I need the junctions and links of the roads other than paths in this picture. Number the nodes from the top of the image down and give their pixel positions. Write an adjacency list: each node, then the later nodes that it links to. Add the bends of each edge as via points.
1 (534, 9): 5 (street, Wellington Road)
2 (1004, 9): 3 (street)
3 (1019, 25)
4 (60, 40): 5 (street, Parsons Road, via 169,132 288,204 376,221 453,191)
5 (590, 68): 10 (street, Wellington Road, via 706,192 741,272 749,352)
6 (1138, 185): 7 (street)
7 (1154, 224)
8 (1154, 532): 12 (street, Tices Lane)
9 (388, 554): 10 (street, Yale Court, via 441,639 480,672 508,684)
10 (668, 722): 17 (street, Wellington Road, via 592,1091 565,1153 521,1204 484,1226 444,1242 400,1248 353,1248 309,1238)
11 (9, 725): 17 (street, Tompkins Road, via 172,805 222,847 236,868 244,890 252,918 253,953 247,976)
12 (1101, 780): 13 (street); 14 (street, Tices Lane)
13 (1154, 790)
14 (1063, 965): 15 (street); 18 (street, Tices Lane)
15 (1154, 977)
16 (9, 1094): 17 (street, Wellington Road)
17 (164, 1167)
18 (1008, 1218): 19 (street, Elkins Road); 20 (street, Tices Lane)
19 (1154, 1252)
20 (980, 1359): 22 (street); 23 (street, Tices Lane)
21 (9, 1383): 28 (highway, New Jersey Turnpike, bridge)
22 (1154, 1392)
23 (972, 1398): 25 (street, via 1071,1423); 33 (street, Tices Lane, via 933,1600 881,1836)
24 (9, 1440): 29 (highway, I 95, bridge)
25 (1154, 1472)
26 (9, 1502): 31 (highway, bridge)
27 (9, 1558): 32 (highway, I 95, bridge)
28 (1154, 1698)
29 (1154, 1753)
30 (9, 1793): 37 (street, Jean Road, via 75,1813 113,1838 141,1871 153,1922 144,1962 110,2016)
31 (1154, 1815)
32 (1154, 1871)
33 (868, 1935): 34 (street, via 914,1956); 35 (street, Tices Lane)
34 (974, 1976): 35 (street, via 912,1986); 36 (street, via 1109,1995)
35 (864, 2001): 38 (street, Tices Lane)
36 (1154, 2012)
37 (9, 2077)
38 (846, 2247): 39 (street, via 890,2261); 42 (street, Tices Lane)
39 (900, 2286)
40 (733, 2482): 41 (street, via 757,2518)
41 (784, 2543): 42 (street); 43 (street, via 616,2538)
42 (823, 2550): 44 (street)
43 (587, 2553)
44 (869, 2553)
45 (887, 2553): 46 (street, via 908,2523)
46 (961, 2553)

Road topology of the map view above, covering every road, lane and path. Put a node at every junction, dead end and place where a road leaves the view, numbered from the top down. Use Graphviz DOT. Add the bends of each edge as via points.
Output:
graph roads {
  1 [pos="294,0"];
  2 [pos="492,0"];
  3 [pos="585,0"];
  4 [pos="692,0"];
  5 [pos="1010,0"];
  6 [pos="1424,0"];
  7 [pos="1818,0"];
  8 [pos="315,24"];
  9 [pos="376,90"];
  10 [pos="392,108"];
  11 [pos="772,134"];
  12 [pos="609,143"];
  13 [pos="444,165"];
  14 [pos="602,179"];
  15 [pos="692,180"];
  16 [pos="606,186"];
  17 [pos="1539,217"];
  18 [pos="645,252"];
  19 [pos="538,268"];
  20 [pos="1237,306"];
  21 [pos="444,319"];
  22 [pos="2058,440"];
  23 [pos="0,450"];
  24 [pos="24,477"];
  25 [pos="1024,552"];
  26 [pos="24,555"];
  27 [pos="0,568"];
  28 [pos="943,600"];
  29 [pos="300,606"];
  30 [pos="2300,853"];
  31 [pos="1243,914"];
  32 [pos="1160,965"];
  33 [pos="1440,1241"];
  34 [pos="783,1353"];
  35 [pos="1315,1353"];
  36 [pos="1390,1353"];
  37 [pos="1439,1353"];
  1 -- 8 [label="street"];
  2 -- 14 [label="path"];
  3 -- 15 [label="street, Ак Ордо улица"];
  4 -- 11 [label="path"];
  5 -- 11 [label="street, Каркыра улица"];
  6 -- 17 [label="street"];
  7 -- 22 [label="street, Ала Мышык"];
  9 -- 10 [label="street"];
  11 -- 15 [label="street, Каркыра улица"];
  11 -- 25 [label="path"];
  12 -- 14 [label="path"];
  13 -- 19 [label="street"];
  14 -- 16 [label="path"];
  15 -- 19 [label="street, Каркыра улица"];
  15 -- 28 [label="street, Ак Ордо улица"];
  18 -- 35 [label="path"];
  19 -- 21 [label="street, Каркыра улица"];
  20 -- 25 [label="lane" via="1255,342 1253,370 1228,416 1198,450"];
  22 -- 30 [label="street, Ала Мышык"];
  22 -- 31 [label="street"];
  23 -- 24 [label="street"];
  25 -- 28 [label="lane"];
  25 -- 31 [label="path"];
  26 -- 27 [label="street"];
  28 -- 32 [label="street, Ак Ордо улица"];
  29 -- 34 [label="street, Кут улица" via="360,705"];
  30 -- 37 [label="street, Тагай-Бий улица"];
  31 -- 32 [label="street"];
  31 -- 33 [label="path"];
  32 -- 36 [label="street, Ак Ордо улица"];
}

####

● **Problem description**:
All lines from the one holding "Road topology of" through the end of the entries need to be given again exactly. Leave out the others.

● **Written reply**:
Road topology of the map view above, covering every road, lane and path. Put a node at every junction, dead end and place where a road leaves the view, numbered from the top down. Use Graphviz DOT. Add the bends of each edge as via points.
Output:
graph roads {
  1 [pos="294,0"];
  2 [pos="492,0"];
  3 [pos="585,0"];
  4 [pos="692,0"];
  5 [pos="1010,0"];
  6 [pos="1424,0"];
  7 [pos="1818,0"];
  8 [pos="315,24"];
  9 [pos="376,90"];
  10 [pos="392,108"];
  11 [pos="772,134"];
  12 [pos="609,143"];
  13 [pos="444,165"];
  14 [pos="602,179"];
  15 [pos="692,180"];
  16 [pos="606,186"];
  17 [pos="1539,217"];
  18 [pos="645,252"];
  19 [pos="538,268"];
  20 [pos="1237,306"];
  21 [pos="444,319"];
  22 [pos="2058,440"];
  23 [pos="0,450"];
  24 [pos="24,477"];
  25 [pos="1024,552"];
  26 [pos="24,555"];
  27 [pos="0,568"];
  28 [pos="943,600"];
  29 [pos="300,606"];
  30 [pos="2300,853"];
  31 [pos="1243,914"];
  32 [pos="1160,965"];
  33 [pos="1440,1241"];
  34 [pos="783,1353"];
  35 [pos="1315,1353"];
  36 [pos="1390,1353"];
  37 [pos="1439,1353"];
  1 -- 8 [label="street"];
  2 -- 14 [label="path"];
  3 -- 15 [label="street, Ак Ордо улица"];
  4 -- 11 [label="path"];
  5 -- 11 [label="street, Каркыра улица"];
  6 -- 17 [label="street"];
  7 -- 22 [label="street, Ала Мышык"];
  9 -- 10 [label="street"];
  11 -- 15 [label="street, Каркыра улица"];
  11 -- 25 [label="path"];
  12 -- 14 [label="path"];
  13 -- 19 [label="street"];
  14 -- 16 [label="path"];
  15 -- 19 [label="street, Каркыра улица"];
  15 -- 28 [label="street, Ак Ордо улица"];
  18 -- 35 [label="path"];
  19 -- 21 [label="street, Каркыра улица"];
  20 -- 25 [label="lane" via="1255,342 1253,370 1228,416 1198,450"];
  22 -- 30 [label="street, Ала Мышык"];
  22 -- 31 [label="street"];
  23 -- 24 [label="street"];
  25 -- 28 [label="lane"];
  25 -- 31 [label="path"];
  26 -- 27 [label="street"];
  28 -- 32 [label="street, Ак Ордо улица"];
  29 -- 34 [label="street, Кут улица" via="360,705"];
  30 -- 37 [label="street, Тагай-Бий улица"];
  31 -- 32 [label="street"];
  31 -- 33 [label="path"];
  32 -- 36 [label="street, Ак Ордо улица"];
}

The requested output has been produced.